*** Begin section ***

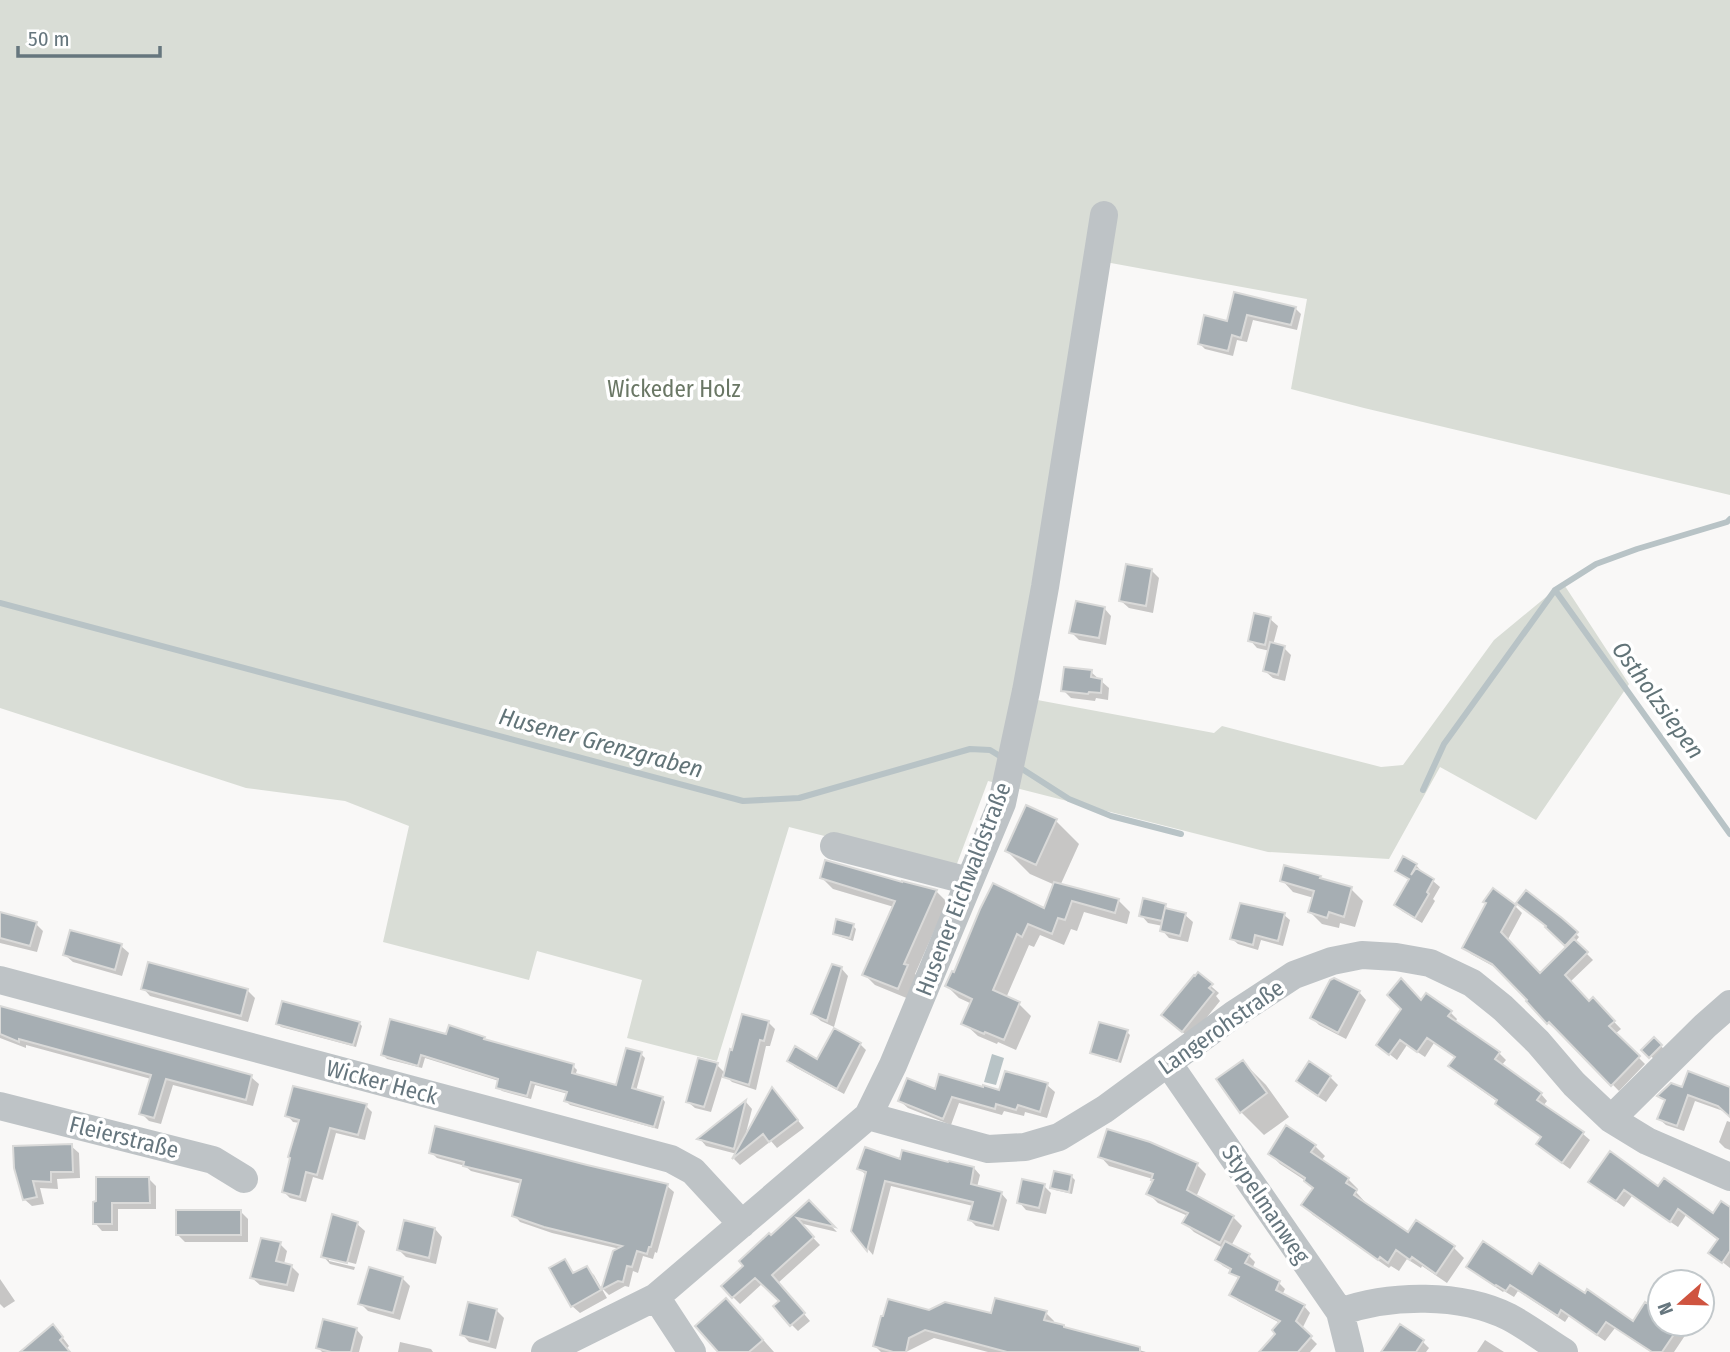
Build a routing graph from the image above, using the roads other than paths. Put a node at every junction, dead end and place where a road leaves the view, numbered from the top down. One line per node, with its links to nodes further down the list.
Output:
1 (1104, 215): 3 (street, Husener Eichwaldstraße)
2 (834, 846): 3 (street)
3 (969, 881): 8 (street, Husener Eichwaldstraße)
4 (0, 980): 12 (street, Wicker Heck)
5 (1730, 1004): 9 (street)
6 (1168, 1063): 8 (street, Langerohstraße); 9 (street, Langerohstraße); 14 (street, Stypelmanweg)
7 (0, 1106): 11 (street, Fleierstraße)
8 (868, 1116): 12 (street, Husener Eichwaldstraße)
9 (1611, 1119): 10 (street, Langerohstraße)
10 (1730, 1177)
11 (244, 1179)
12 (742, 1224): 13 (street, Husener Eichwaldstraße)
13 (656, 1297): 15 (street, Husener Eichwaldstraße); 16 (street)
14 (1340, 1312): 17 (street, Stypelmanweg); 18 (street)
15 (545, 1352)
16 (692, 1352)
17 (1350, 1352)
18 (1564, 1352)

*** End section ***

Print the material verbatim; drop the pictures.

*RESULT FOR THIS TASK*
Build a routing graph from the image above, using the roads other than paths. Put a node at every junction, dead end and place where a road leaves the view, numbered from the top down. One line per node, with its links to nodes further down the list.
Output:
1 (1104, 215): 3 (street, Husener Eichwaldstraße)
2 (834, 846): 3 (street)
3 (969, 881): 8 (street, Husener Eichwaldstraße)
4 (0, 980): 12 (street, Wicker Heck)
5 (1730, 1004): 9 (street)
6 (1168, 1063): 8 (street, Langerohstraße); 9 (street, Langerohstraße); 14 (street, Stypelmanweg)
7 (0, 1106): 11 (street, Fleierstraße)
8 (868, 1116): 12 (street, Husener Eichwaldstraße)
9 (1611, 1119): 10 (street, Langerohstraße)
10 (1730, 1177)
11 (244, 1179)
12 (742, 1224): 13 (street, Husener Eichwaldstraße)
13 (656, 1297): 15 (street, Husener Eichwaldstraße); 16 (street)
14 (1340, 1312): 17 (street, Stypelmanweg); 18 (street)
15 (545, 1352)
16 (692, 1352)
17 (1350, 1352)
18 (1564, 1352)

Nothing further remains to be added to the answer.